Caratterizzate da figure curvilinee e sfaccettate non visibili simultaneamente, denunciano una sorta di sacra sproporzione tra le parti, un’irruenza calda e paradossalmente armoniosa e irregolare come la vita. La divergenza delle linee è una trasgressione delle regole della prospettiva rinascimentale, come una prospettiva rovesciata o inversa nella quale le linee divergono anziché convergere verso il fondo. Ogni parte è in una sua personale relazione con l’insieme, da cui non può prescindere per avere senso. Il principio della prospettiva lineare, che è caratteristico di una coscienza disgregata, fa la sua comparsa proprio quando viene meno la solidità religiosa della concezione del mondo e quando la sacra metafisica della coscienza comune del popolo viene corrosa dall’opinione individuale del singolo con il suo singolare punto di vista.

Anche i grandissimi del Rinascimento ci testimoniano il coraggio del genio che, seguendo la propria intuizione, rinuncia, in parte, alle teorie più razionali della prospettiva lineare imperante. L’Ultima cena di Leonardo viola la scala di grandezza, utilizzando unità di misura differenti per i personaggi e per l’ambiente circostante, La Scuola di Atene di Raffaello tiene conto di due punti di vista, disposti su due orizzonti diversi e ne Le nozze di Cana del Veronese ci sono ben sette punti di vista e cinque orizzonti.

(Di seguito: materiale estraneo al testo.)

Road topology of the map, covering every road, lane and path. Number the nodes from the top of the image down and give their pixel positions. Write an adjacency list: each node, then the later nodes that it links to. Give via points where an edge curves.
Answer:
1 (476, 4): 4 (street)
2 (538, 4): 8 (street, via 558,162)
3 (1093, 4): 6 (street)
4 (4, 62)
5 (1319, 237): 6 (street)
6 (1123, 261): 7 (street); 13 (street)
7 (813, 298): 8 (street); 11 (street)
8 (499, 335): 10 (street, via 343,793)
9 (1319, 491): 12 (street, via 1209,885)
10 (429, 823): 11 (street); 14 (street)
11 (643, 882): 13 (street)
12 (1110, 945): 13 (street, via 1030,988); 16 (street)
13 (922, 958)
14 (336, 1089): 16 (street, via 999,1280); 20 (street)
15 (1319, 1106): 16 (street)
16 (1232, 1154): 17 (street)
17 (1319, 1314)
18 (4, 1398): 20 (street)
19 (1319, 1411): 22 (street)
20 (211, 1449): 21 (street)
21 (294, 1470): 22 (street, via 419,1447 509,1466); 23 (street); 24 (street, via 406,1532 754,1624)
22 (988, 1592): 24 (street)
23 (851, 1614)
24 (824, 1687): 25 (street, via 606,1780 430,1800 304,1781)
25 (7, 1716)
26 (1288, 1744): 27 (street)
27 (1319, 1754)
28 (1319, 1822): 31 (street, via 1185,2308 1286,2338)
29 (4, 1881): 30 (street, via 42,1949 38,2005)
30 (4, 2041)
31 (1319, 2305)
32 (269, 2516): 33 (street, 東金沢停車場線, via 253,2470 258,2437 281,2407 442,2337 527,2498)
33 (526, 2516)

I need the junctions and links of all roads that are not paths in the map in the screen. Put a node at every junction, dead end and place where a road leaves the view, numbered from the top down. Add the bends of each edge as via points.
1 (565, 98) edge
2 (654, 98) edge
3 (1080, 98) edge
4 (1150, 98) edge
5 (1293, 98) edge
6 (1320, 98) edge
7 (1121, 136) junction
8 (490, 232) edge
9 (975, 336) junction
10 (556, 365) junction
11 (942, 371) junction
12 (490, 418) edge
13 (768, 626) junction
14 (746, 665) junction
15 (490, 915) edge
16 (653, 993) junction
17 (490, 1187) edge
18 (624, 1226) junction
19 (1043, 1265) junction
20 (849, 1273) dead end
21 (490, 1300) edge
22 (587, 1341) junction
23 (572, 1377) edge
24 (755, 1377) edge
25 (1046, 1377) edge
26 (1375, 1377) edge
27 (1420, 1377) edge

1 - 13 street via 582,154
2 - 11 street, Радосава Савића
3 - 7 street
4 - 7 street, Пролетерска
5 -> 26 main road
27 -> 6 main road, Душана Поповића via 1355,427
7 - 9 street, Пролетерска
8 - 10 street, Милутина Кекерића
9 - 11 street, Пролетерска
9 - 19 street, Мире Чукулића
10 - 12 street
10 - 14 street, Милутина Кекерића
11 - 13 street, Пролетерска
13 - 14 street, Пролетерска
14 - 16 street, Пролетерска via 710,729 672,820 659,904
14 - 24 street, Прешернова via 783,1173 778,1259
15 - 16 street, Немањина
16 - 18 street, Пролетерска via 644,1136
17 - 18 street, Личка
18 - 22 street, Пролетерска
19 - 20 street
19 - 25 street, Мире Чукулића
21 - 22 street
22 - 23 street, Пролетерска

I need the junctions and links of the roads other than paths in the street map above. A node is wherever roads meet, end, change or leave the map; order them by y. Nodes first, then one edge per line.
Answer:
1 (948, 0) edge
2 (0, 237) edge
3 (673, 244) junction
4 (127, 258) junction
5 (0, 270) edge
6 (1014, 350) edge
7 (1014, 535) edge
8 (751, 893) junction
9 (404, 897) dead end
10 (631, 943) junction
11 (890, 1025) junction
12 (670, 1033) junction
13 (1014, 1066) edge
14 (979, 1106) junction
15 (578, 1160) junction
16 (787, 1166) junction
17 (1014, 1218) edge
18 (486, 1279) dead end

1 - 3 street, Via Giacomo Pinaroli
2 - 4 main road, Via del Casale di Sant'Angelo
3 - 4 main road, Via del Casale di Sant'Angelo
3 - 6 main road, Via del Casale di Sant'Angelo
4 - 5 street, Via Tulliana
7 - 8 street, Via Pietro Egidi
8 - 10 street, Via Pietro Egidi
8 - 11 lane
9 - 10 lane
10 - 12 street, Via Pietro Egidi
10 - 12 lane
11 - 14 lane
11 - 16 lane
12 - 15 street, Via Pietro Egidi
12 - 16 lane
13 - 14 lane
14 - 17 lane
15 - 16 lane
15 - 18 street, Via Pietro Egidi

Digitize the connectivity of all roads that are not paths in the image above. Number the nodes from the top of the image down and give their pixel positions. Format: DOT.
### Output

Con la violazione dell’unità prospettica si manifesta in maniera evidente il dualismo dell’anima rinascimentale, un’anima scissa da cui l’arte ha tratto vantaggio.

La rappresentazione viva è caratterizzata da un continuo fluire, scorrere, un continuo cambiamento, una continua lotta; essa ferve, sfolgora, palpita ininterrottamente e, nella contemplazione interiore, non si arresta mai all’arido schema delle cose.  Il pittore, dunque, può e deve raffigurare la propria rappresentazione della realtà, ma non può trasportarla su tela, può offrirci un mosaico dei suoi momenti singoli più significativi. L’osservatore avrà così una sintesi vivida, pura e sarà scosso da vibrazioni corrispondenti. E per l’appunto queste vibrazioni, quando trascinano l’uomo verso la liberazione e la spiritualità, sono lo scopo dell’arte.